Often, he interrupts the narrative on the verge of tears with a biblical commentary. To better understand the ordeal at hand? It's almost as if he were trying to flee the flames of yesterday's hell by plunging himself into ancient memory. In that unverifiable universe, past and present merged, as did rumor and document, the real and the only possible. Since survivors were so few, it is hard to know how any of the victims -- stripped of all heirs and testimonials -- actually went to their deaths.

In truth, to paraphrase a Talmudic saying, if all the world's trees were to turn into pens, all oceans to ink, and every survivor became a historian, they would be unable to relay the torment the Jewish people underwent.

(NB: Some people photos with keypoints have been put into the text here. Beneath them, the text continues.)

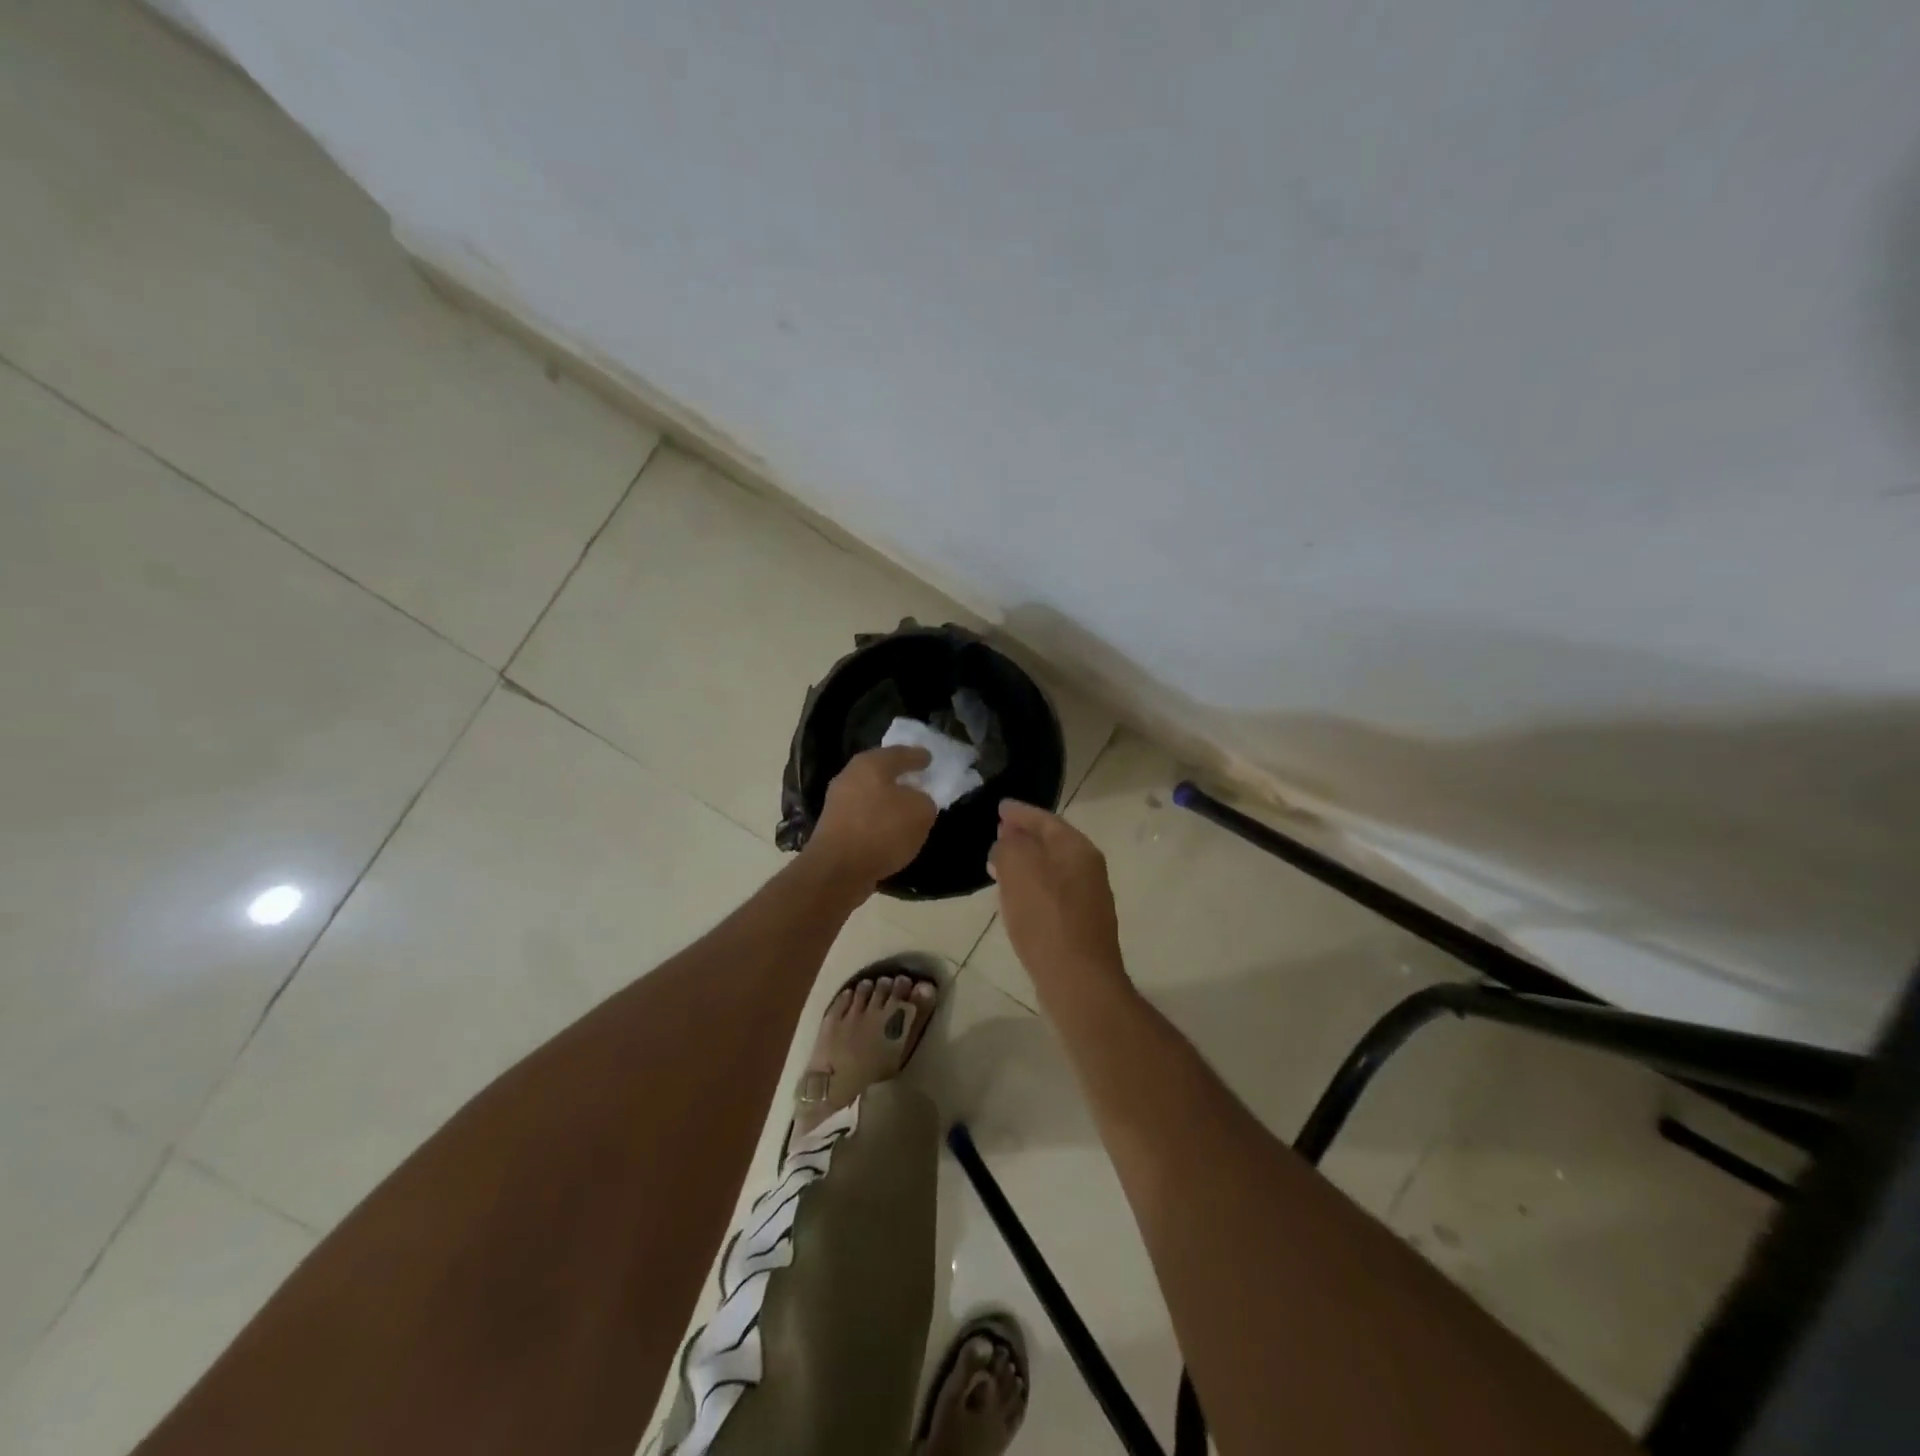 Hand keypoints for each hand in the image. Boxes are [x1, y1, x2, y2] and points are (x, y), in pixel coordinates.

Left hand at [807, 745, 938, 887]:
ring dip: (888, 800)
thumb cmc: (881, 830)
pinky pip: (864, 816)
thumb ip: (924, 801)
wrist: (837, 870)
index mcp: (870, 764)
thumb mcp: (920, 812)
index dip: (917, 756)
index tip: (929, 758)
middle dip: (900, 776)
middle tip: (918, 779)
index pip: (899, 753)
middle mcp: (850, 777)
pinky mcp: (833, 828)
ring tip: (907, 808)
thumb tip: (916, 802)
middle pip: (880, 772)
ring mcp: (838, 803)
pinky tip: (890, 830)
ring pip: (870, 794)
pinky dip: (878, 819)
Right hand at [988, 800, 1126, 987]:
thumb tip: (1006, 843)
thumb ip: (1009, 846)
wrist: (1078, 981)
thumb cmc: (1046, 919)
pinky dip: (1032, 886)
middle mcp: (1088, 868)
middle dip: (1024, 835)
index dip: (1020, 812)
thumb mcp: (1018, 870)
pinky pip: (1051, 892)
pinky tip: (1015, 896)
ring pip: (1051, 868)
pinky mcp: (1080, 924)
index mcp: (1078, 849)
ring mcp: (1088, 897)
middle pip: (1051, 842)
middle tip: (999, 831)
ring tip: (999, 862)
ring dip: (1026, 862)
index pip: (1046, 819)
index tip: (1000, 806) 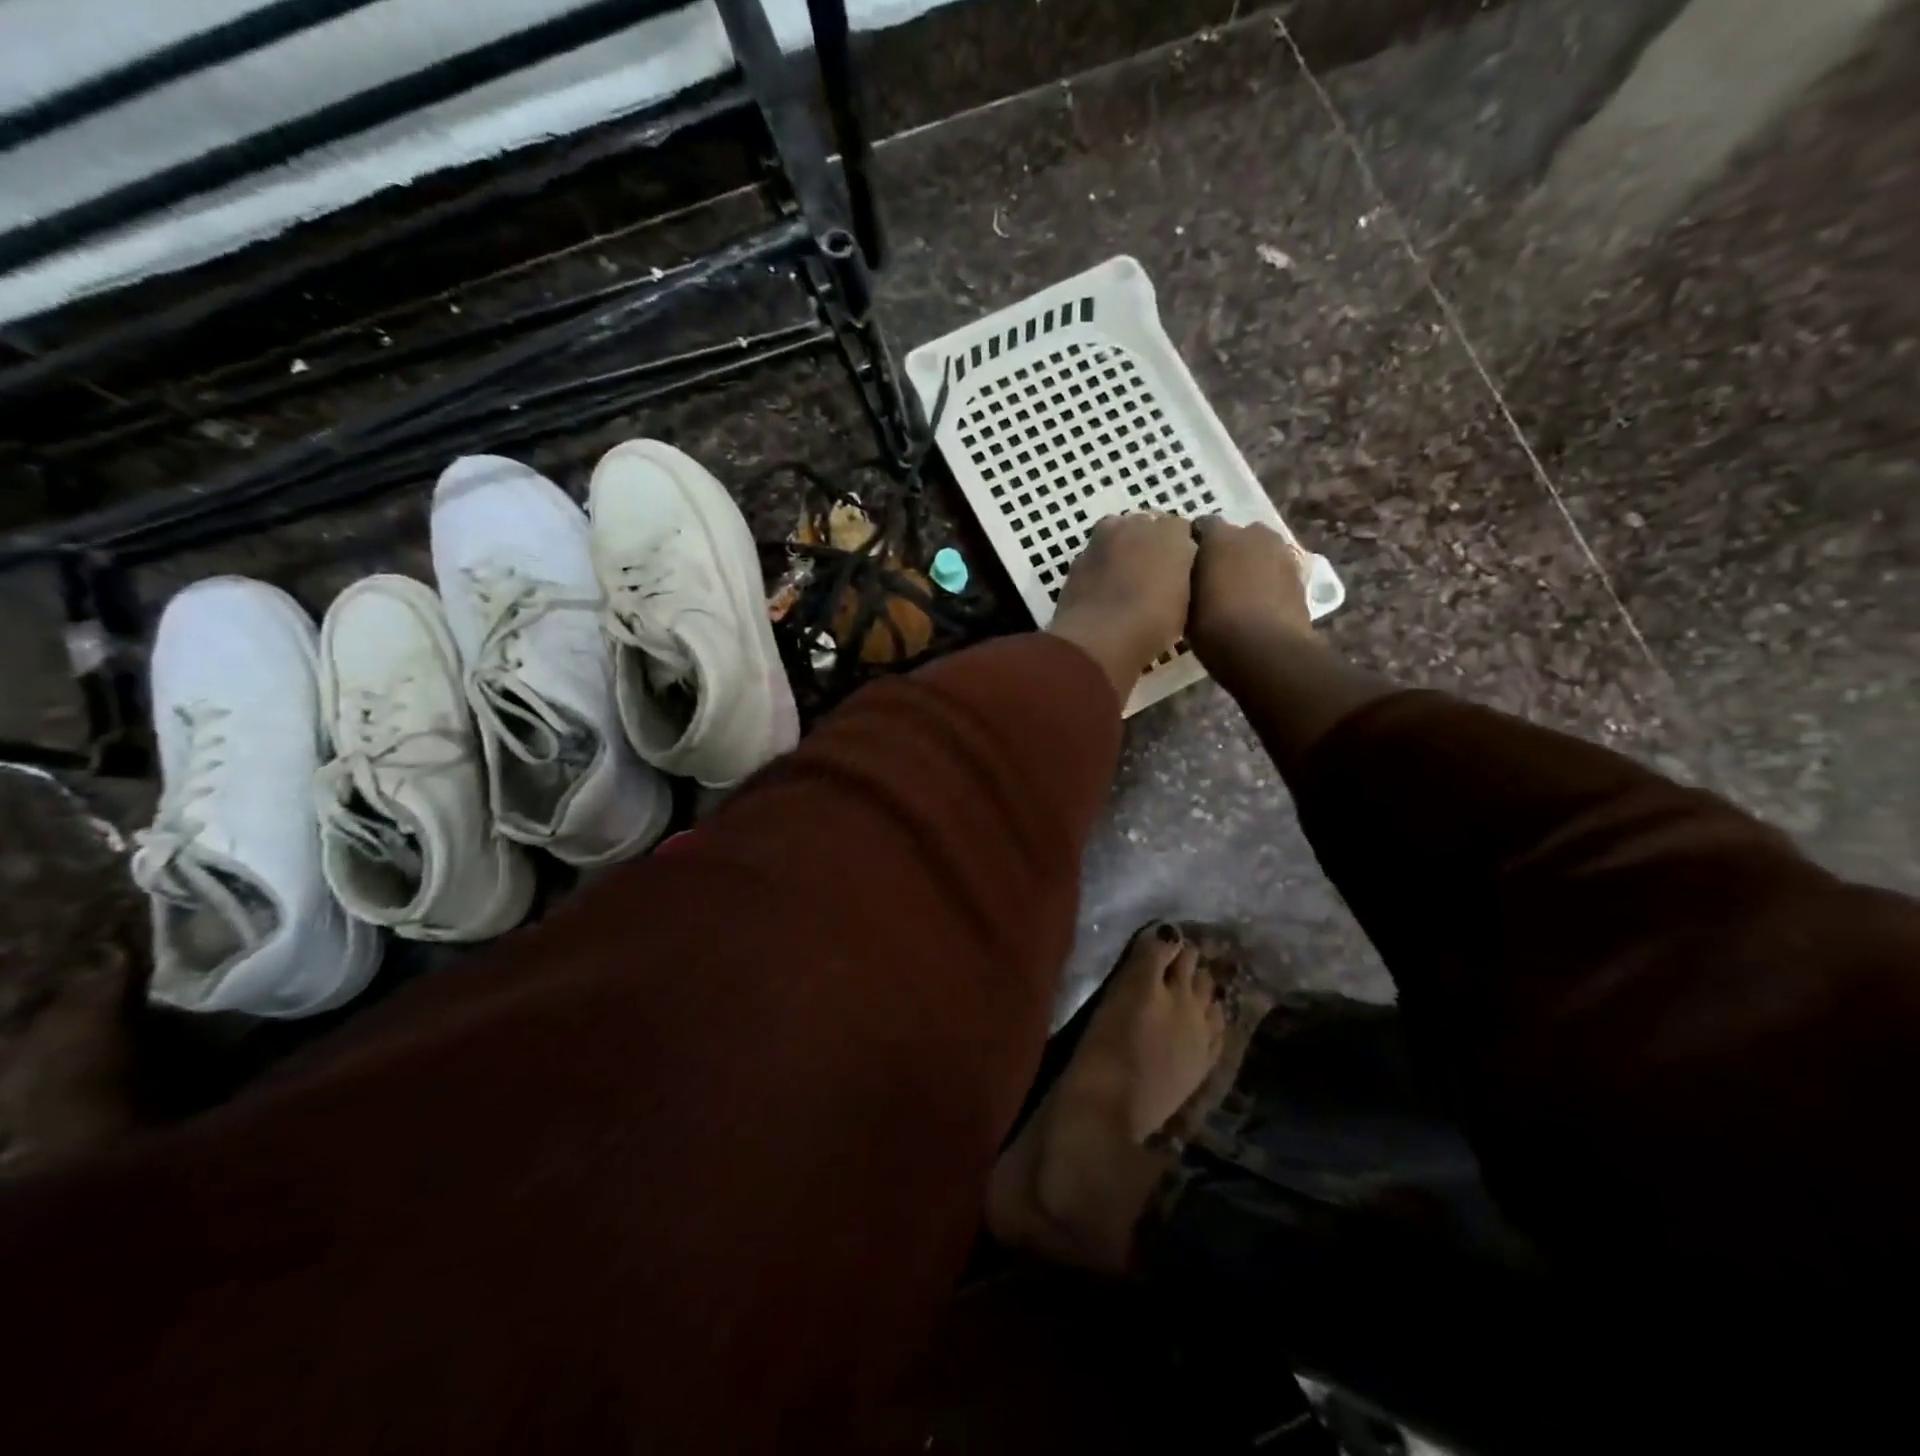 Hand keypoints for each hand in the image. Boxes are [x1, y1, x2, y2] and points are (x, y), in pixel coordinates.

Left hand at [1048, 512, 1196, 697]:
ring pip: (1117, 538)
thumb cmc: (1152, 623)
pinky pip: (1095, 558)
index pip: (1181, 530)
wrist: (1097, 639)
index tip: (1178, 575)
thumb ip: (1181, 576)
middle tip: (1152, 578)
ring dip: (1122, 553)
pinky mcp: (1076, 559)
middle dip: (1149, 546)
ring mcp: (1101, 539)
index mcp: (1171, 532)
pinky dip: (1100, 569)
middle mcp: (1135, 525)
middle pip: (1146, 527)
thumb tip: (1173, 572)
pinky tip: (1103, 594)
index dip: (1180, 552)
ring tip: (1126, 585)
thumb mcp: (1185, 604)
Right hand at [1188, 517, 1316, 668]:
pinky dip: (1267, 582)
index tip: (1185, 563)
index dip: (1193, 544)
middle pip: (1236, 536)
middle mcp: (1252, 535)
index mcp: (1219, 537)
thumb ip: (1185, 582)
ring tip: (1237, 592)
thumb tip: (1186, 577)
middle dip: (1226, 551)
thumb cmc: (1215, 627)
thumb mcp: (1184, 606)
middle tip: (1212, 578)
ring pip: (1259, 552)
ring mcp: (1281, 553)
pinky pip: (1276, 572)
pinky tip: (1257, 604)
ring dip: (1249, 565)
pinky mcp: (1300, 576)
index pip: (1201, 526)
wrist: (1268, 651) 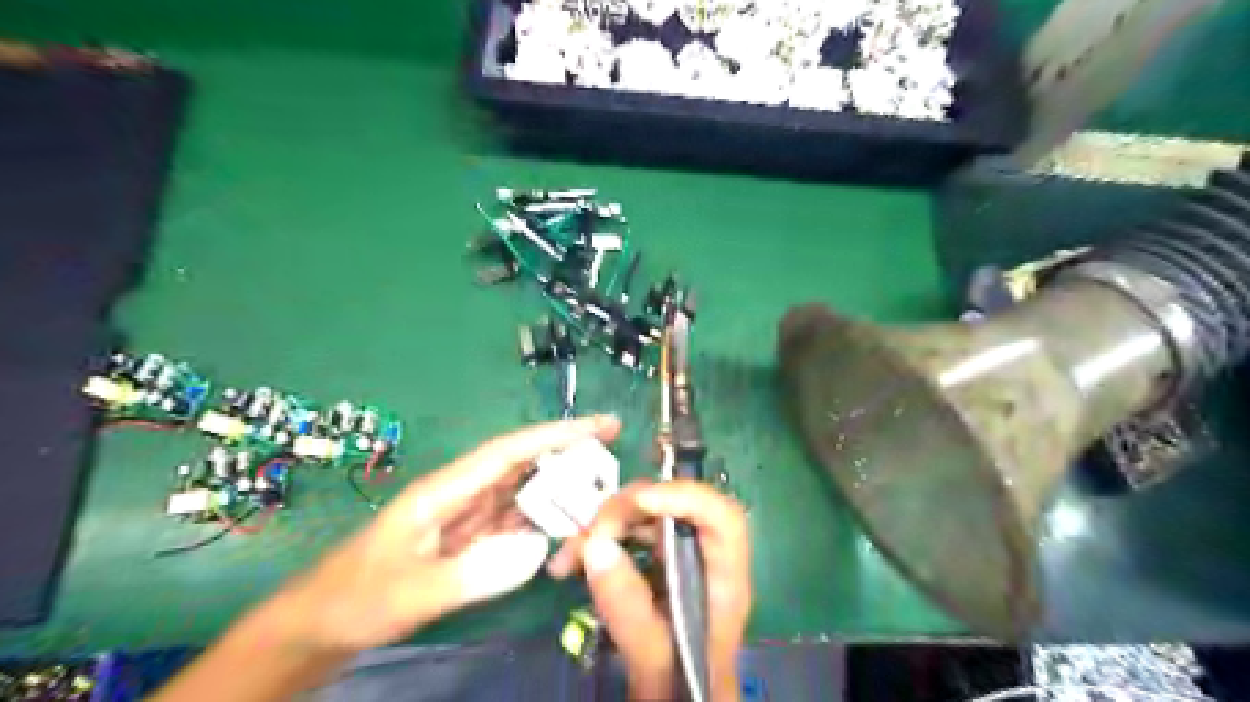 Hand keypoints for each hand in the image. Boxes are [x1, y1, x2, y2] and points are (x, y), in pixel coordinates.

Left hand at [278, 418, 618, 651]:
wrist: (318, 627)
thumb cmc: (356, 600)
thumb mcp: (411, 591)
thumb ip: (474, 572)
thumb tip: (538, 547)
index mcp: (447, 489)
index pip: (511, 451)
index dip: (557, 434)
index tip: (601, 424)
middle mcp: (461, 495)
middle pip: (524, 467)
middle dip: (568, 460)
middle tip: (613, 464)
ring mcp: (465, 519)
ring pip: (523, 497)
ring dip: (559, 497)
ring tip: (598, 502)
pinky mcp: (467, 542)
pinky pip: (514, 526)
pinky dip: (541, 527)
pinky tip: (562, 537)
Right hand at [549, 481, 744, 699]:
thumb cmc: (678, 687)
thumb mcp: (653, 659)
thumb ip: (628, 609)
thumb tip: (595, 547)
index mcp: (723, 581)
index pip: (723, 519)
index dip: (686, 498)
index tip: (641, 502)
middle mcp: (703, 557)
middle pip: (673, 508)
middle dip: (626, 512)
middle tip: (588, 537)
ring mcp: (678, 555)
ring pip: (644, 516)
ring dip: (603, 526)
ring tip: (568, 558)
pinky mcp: (654, 561)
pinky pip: (626, 534)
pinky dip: (596, 542)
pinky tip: (568, 564) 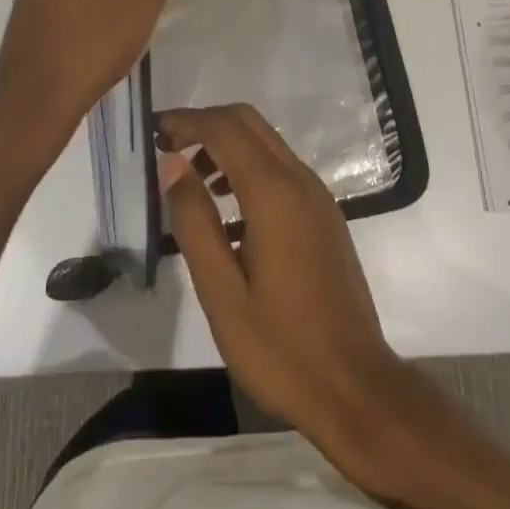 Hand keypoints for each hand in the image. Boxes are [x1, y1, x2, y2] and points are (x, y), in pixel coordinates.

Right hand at [157, 103, 409, 479]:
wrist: (355, 388)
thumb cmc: (281, 348)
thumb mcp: (222, 293)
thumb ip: (194, 222)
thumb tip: (173, 164)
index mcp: (274, 193)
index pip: (225, 129)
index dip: (187, 121)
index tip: (154, 130)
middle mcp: (300, 180)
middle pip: (248, 122)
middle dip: (205, 123)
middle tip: (168, 146)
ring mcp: (317, 195)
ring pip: (266, 142)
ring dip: (227, 143)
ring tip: (191, 178)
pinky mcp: (324, 214)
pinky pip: (281, 168)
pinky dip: (248, 166)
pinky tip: (227, 209) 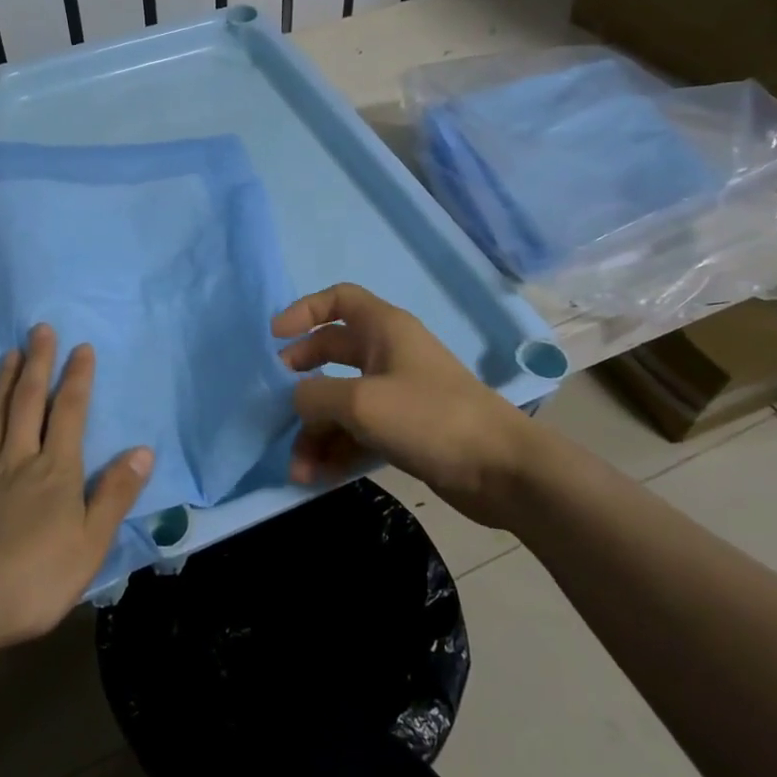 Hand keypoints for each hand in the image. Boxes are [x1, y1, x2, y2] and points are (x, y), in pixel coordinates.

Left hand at [0, 325, 152, 649]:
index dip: (78, 379)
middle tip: (40, 329)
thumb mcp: (91, 544)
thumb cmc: (34, 579)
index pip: (71, 413)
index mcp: (56, 471)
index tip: (81, 348)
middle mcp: (19, 459)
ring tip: (11, 352)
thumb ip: (115, 495)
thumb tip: (142, 451)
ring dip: (5, 382)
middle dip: (39, 363)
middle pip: (30, 402)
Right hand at [274, 282, 530, 527]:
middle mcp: (389, 355)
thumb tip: (296, 401)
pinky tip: (316, 476)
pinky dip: (337, 449)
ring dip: (316, 431)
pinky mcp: (405, 430)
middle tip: (277, 402)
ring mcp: (398, 394)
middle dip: (302, 379)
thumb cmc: (429, 418)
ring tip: (297, 466)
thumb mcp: (360, 402)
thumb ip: (315, 396)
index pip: (338, 299)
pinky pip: (359, 431)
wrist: (501, 470)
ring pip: (342, 401)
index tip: (275, 337)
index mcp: (384, 329)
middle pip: (332, 353)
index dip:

But the subtitle of this book is an apt beginning: A Search for Six of Six Million. It is as if the author were saying to us: It is humanly impossible to recount the agony, despair and deaths of so many; and so he will limit his inquest to six.

One can only pray, feel, weep, for all the rest. ·

(Elie Wiesel won the Nobel Peace Prize in 1986. He is the author of more than 40 books, including his most recent, "The Time of the Uprooted." This review, written in French, was translated by Book World's editor, Marie Arana.)